La anormalidad de lo normal

Si Pedro Almodóvar hubiese versionado en hetero sus películas con alto voltaje gay, pero disparatadas en ocasiones, con redes secretas, llenas de la corrupción y el deseo mortal de la carne y de las excentricidades, obra maestra en la humanización empoderada de la mujer antes de las Leyes, posiblemente habría por poco superado el circo que siempre tenemos montado en este país desde el punto de vista político.

Corremos, sin duda, el riesgo de caer, una vez más, en los juicios sociales y paralelos que nos desvíen del verdadero punto en el que se encuentra la política en nuestro país. Pero esta vez, con el propio juicio en entredicho, porque una parte de la política de este país ha decidido matar al mensajero que hace posible que los delitos no se cometan y que, cuando se cometen… puedan ser penados, perseguidos y castigados o, como dirían los más versados, los responsables, iniciado el camino de la reinserción, algo no sólo costoso para ellos, sino también para el conjunto de la sociedad y, lo peor, con demasiadas pocas probabilidades del éxito que todos desearíamos esperar.

Estamos ante una justicia garantista, dicen algunos juristas y políticos. El problema es que si la política deja de ser garantista de honradez, si la política se convierte en una sucesión de escándalos de a ver quién se lo lleva más calentito y sin que lo pillen, apaga y vámonos, porque la corrupción política es una extensión de la falta de escrúpulos de los legisladores y, por ende, de aquellas personas responsables de presentar y aprobar esas leyes que deben de regirnos a todos. Y unas leyes sin escrúpulos se traducen en unas leyes bajo la sintomatología del relativismo moral. Vamos, hablando en el idioma de la calle, que nos vamos a tomar… cañas.

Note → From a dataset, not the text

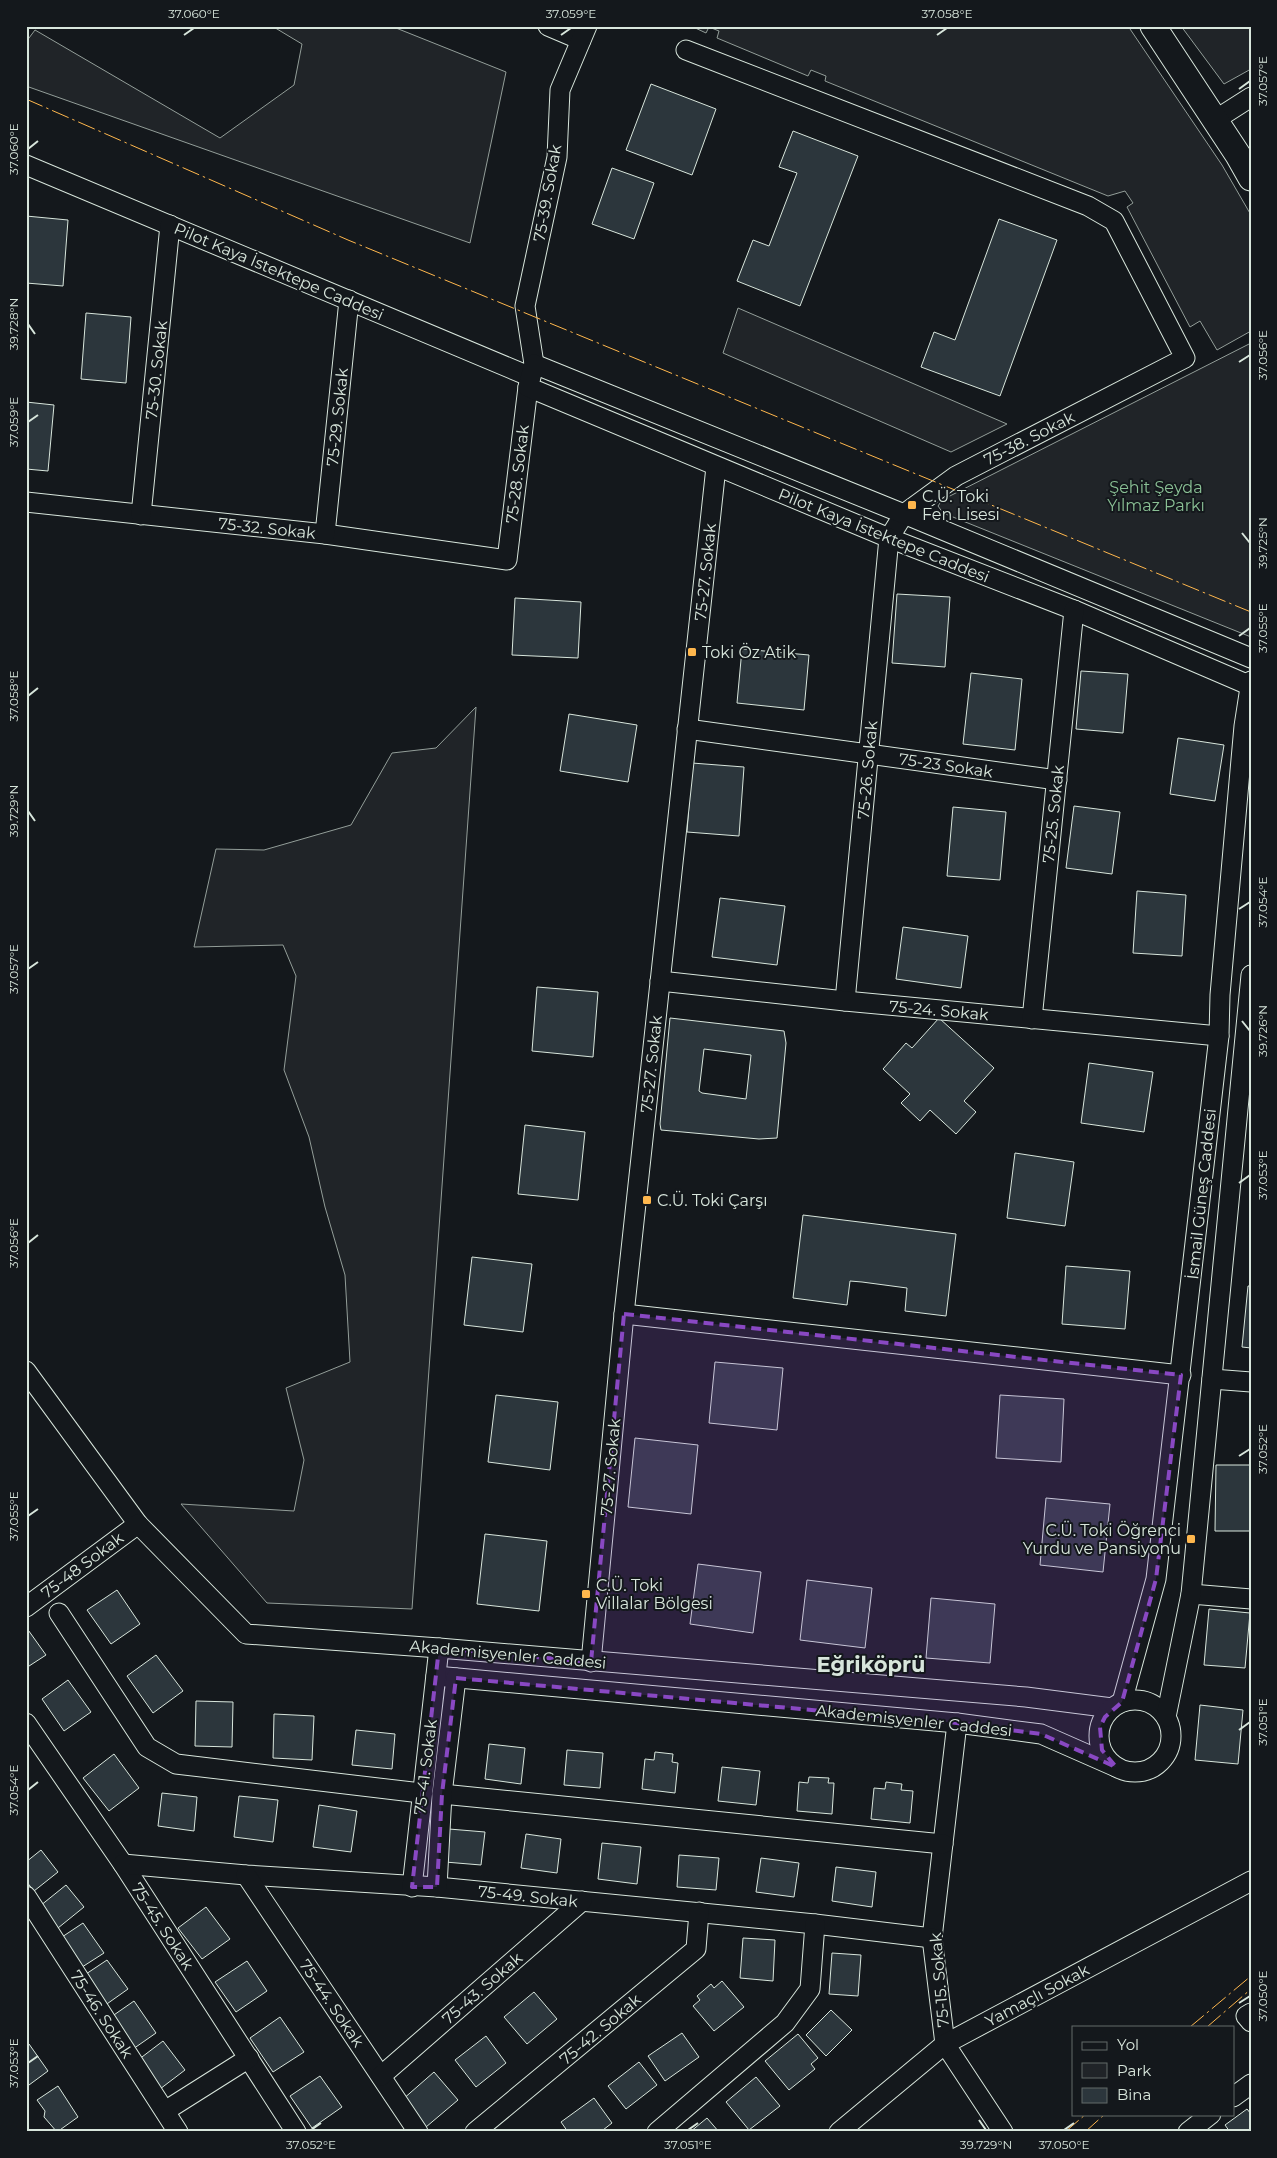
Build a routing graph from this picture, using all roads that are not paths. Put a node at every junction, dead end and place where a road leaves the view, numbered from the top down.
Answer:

Yo no sé si la ciudadanía se ha dado o no cuenta, pero desde que se instaló el tú más en la Cámara de los Diputados, en el Congreso, la verdadera razón ideológica que sostiene a las partes se ha desvanecido para convertirse en una excusa, quizás la que estuvo siempre, la excusa de unos pocos para justificarse en el poder.

No se puede crear un país al gusto y capricho de los intereses de unos o de otros porque, al final, eso acaba demoliendo el espíritu de lo que llamamos Democracia. Y sí, no sólo lo hace desde la perspectiva de la creación de leyes sonda que sirven para acaparar conceptos y vivir del cuento de su defensa cuando, al final, te das cuenta de que las consecuencias finalmente agravan los problemas más que los solucionan. Y sí, me refiero también al relativismo que permite tener una visión a esos gobernantes de que su control de todo y de todos, de los jueces, de las asociaciones, del mundo civil, del militar, de otros partidos a cambio de recompensas que no llegan a los ciudadanos sino que sirven para llenar los bolsillos de aquellos…

Nuestra democracia vive una gran crisis, y no voy a entrar en quiénes pueden llevar más razón que los otros porque, al fin y al cabo, ninguno de los que han estado presentes puede enseñar el paño blanco de la inocencia como partido, principalmente porque todos han escondido, justificado y obviado sus propios casos mientras acusaban a los demás de lo que ellos no podían presumir, y eso huele mal, muy mal.

Los nuevos que llegaron tampoco vinieron a sembrar paz sino más bien discordia, y a asaltar el trono a costa de imponer una serie de consignas que en nada iban a ayudar al bienestar del conjunto de la ciudadanía, constituyendo cada uno de ellos un obstáculo para una parte de la población.

Se nos avecinan tiempos difíciles, se lo digo, porque no está en juego, siquiera, quién gobierne, sino que lo que está en juego, más allá de toda duda, es lo que todos dicen defender pero que se están cargando, nuestra maravillosa Democracia.